Pedestrian Observations from Providence in Summer

I’d only visited Providence once, for two hours in the dead of winter, and found the downtown/mall area dreary. I just visited twice again to look at apartments, and saw much better. Providence’s downtown is still dominated by single-use office buildings and was dead on Sunday, but the East Side neighborhoods I saw near Brown are walkable.

To see what I’m talking about, look at photos like this, this, this, this, and this. The streets are about the same width you’d expect of suburban side streets: the roadways are 6-7 meters on the narrowest streets, and 9-10 meters on slightly wider residential streets. The buildings are detached and look similar to those in the older postwar suburbs, though in fact many are historic and date back to the 1800s or even the late 1700s.

The difference with the suburbs is that there are no setbacks, which means the buildings provide an adequate street wall. The building to building distance is about 12 meters at the narrowest and 18 at the widest. Many streets are planted, so the trees provide shade and make it pleasant to walk in the summer heat. The streets are reasonably car-friendly and most apartments I’ve seen come with parking, but they don’t let the parking interfere with a pleasant pedestrian experience.

It’s at the periphery of the neighborhood that you can see signs of the general auto-oriented nature of the area. South and west of campus, the two commercial streets are Wickenden and (South) Main. There are a few grocery stores and eating places on other streets, but those two have more commercial activity. Each alone is walkable, with reasonable traffic speeds, and a street wall. However, their intersection, located too close to the freeways that surround and divide the city, is not. Its signal timing is pedestrian-hostile, and instead of more intense corner commercial development, it has a parking lot, a gas station, and open space.

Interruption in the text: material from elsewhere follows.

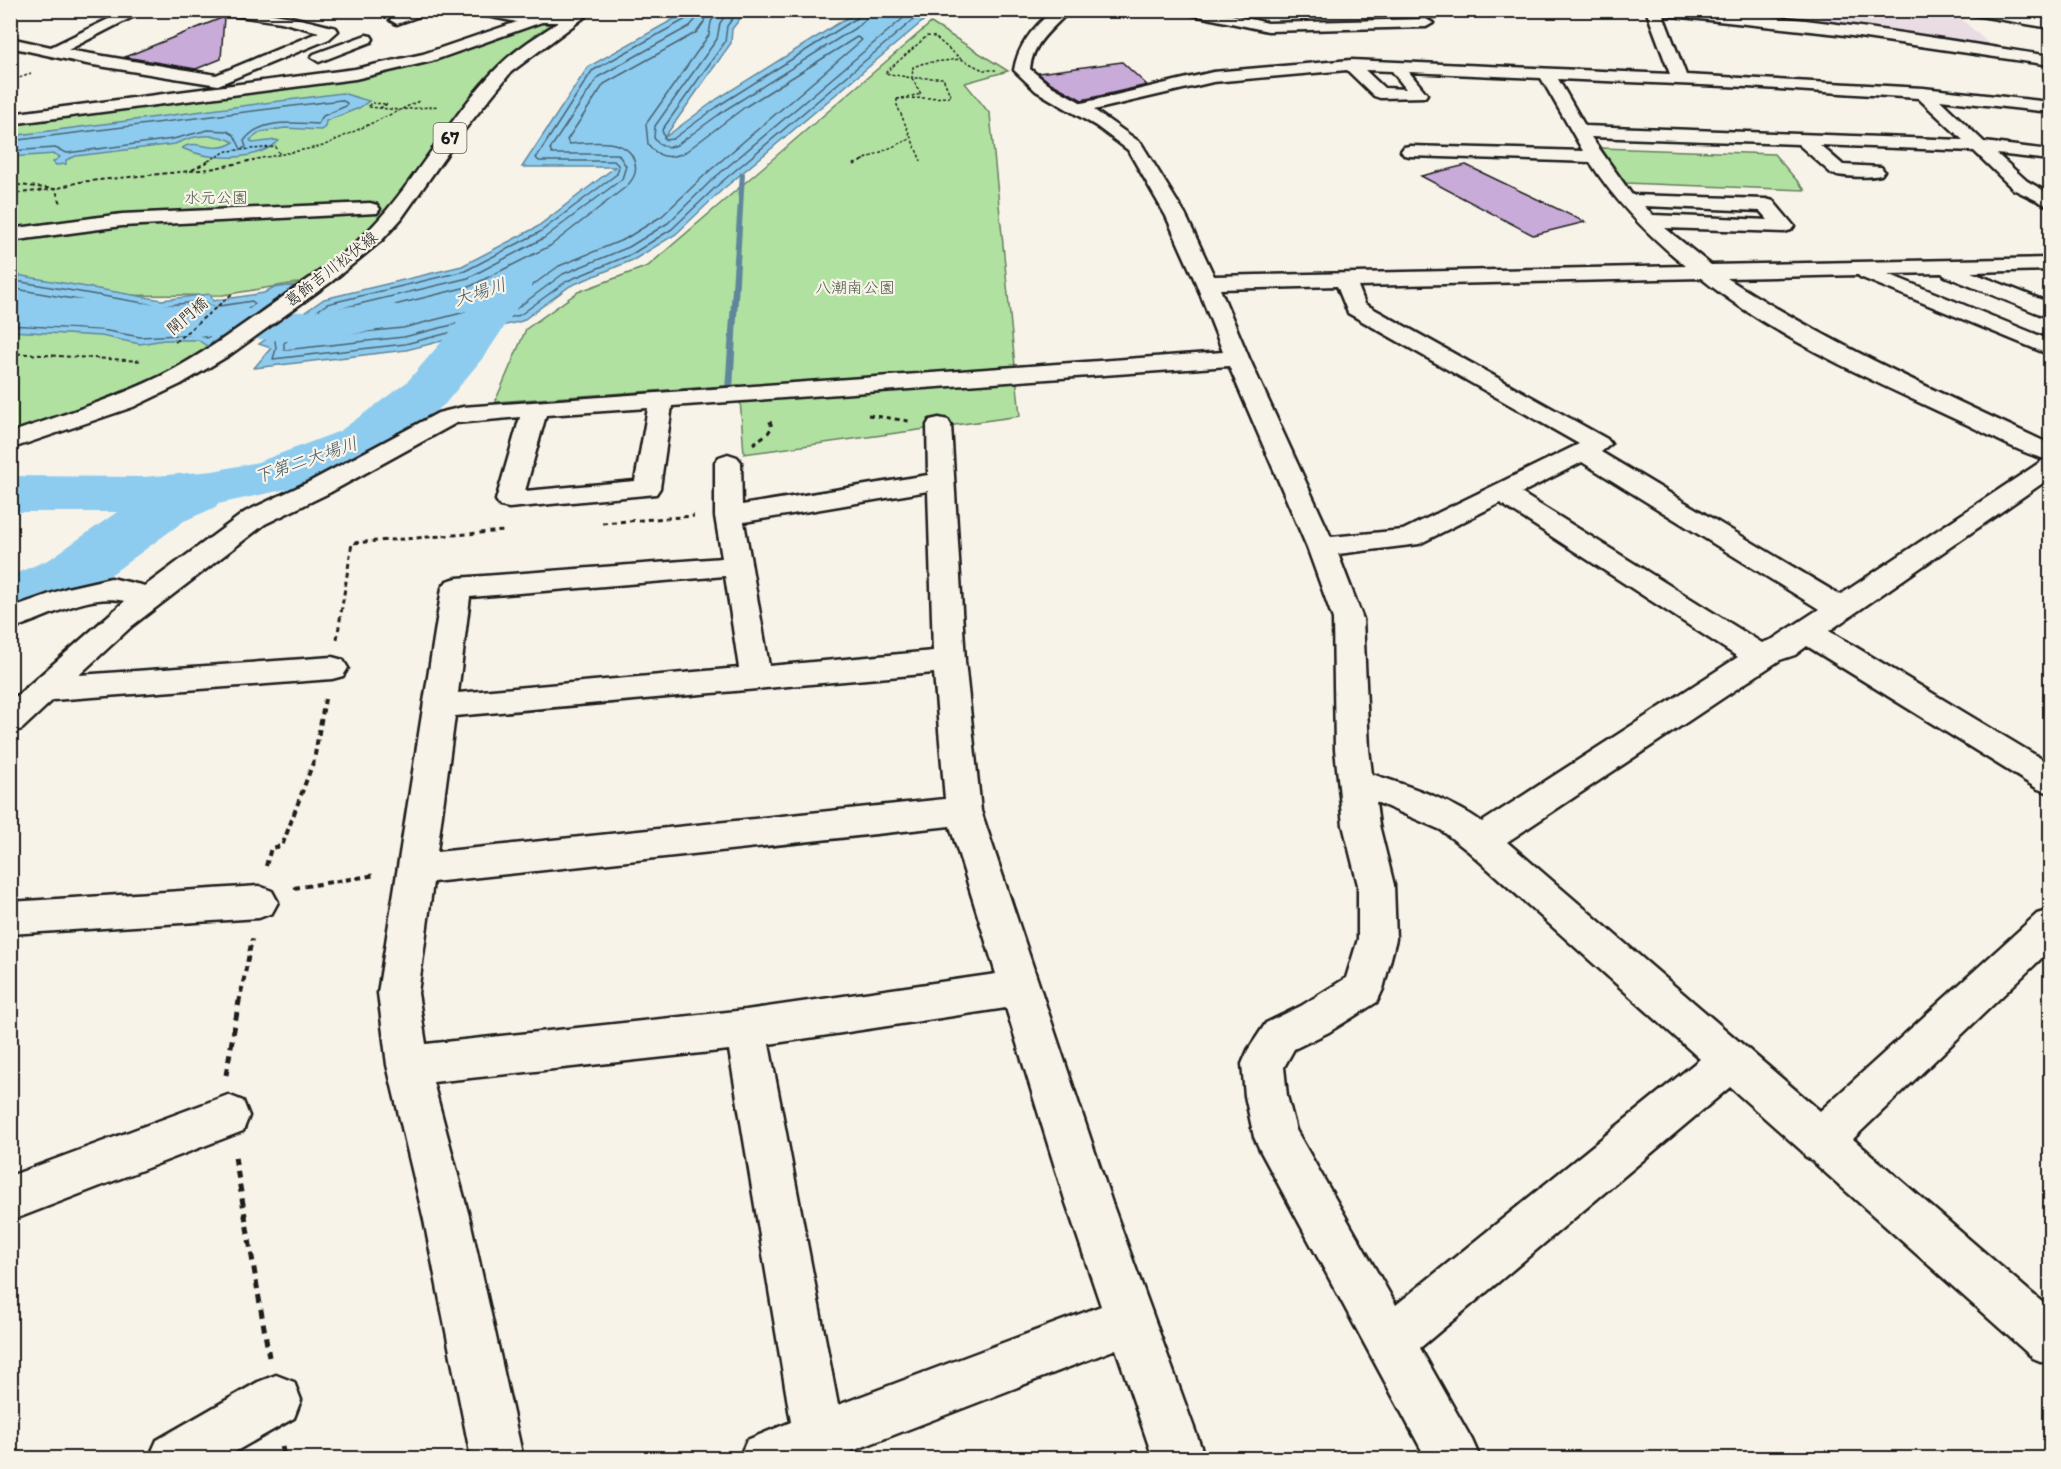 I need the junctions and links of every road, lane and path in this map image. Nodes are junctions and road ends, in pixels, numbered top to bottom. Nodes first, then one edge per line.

And downtown Providence is a completely different world from the East Side. The streets are in principle walkable, but many buildings are urban renewal projects, and the area is single-use office space apart from some condos right next to the train station. The commercial development has for the most part been collected into the Providence Place Mall or the historic streets close to Brown, such as Main. By the standards of the larger cities of the Northeast, or even New Haven, there’s very little there.


  1. Tom West

    Unless you have long-term plans to widen a road, I’ve always felt setbacks were a waste of land, particularly in residential areas. Mostly people do not use their front yard. In retail areas, a lack of setbacks means that people walk right past shop windows, which makes you feel like you’re actually wlaking *in* a shopping area, as opposed to walking past a parking lot (with some shops on the far side). (Windows are important – why else would you still get them in malls?)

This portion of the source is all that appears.